- _EXERCISE GOAL_:
Find how many lines in the data below mention "Route". Give the number only.

- _EXERCISE MATERIAL_:
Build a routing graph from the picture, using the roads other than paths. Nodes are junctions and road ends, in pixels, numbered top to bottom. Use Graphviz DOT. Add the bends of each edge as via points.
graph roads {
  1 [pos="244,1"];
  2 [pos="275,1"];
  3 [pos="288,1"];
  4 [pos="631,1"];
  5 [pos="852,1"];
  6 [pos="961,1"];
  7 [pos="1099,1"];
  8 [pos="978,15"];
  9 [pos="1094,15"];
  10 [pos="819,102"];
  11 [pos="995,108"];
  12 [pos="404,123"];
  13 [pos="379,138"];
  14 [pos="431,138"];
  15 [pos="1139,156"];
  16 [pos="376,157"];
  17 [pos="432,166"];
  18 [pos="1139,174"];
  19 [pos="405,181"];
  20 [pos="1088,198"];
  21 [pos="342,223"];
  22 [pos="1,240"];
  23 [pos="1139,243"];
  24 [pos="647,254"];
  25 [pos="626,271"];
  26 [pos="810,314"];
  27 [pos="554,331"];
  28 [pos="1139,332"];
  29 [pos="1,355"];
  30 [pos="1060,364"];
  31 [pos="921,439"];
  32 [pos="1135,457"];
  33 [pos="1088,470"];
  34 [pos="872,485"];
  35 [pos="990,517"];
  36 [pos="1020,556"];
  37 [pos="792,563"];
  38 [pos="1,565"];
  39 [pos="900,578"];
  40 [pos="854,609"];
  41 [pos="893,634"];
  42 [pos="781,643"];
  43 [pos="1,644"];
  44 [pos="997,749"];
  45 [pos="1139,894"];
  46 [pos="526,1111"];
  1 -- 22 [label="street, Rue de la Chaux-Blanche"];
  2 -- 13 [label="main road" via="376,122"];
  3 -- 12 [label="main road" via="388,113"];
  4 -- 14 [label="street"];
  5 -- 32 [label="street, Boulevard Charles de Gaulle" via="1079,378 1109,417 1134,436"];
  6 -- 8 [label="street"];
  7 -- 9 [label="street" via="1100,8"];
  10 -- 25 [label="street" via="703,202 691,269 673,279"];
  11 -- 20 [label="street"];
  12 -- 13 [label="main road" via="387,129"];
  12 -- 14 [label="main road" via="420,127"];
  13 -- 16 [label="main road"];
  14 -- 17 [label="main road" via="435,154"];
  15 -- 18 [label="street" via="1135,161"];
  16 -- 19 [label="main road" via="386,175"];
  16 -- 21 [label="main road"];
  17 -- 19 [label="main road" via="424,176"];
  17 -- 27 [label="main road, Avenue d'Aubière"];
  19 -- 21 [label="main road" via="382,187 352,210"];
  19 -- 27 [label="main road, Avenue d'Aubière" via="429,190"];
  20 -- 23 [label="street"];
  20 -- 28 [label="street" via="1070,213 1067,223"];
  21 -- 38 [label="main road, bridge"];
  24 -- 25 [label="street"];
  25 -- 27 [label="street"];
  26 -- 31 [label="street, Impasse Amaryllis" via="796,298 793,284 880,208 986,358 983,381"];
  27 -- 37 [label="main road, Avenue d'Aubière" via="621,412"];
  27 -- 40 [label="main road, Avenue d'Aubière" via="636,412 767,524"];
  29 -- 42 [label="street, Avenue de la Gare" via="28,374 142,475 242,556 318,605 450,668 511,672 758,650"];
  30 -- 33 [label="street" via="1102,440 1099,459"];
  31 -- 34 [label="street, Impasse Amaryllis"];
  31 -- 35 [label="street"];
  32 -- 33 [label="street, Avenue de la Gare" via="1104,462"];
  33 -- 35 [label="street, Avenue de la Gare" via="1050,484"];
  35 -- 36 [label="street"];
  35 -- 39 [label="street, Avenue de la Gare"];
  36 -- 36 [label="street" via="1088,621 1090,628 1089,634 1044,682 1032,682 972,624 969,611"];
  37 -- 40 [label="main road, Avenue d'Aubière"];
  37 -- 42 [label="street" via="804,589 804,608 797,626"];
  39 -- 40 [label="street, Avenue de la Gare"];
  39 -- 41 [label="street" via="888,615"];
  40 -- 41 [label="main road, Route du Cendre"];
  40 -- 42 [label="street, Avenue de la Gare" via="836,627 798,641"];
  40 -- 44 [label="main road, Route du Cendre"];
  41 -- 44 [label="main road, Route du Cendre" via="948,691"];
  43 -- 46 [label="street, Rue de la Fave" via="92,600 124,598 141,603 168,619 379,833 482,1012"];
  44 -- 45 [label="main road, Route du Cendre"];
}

- _TASK OUTPUT_:
4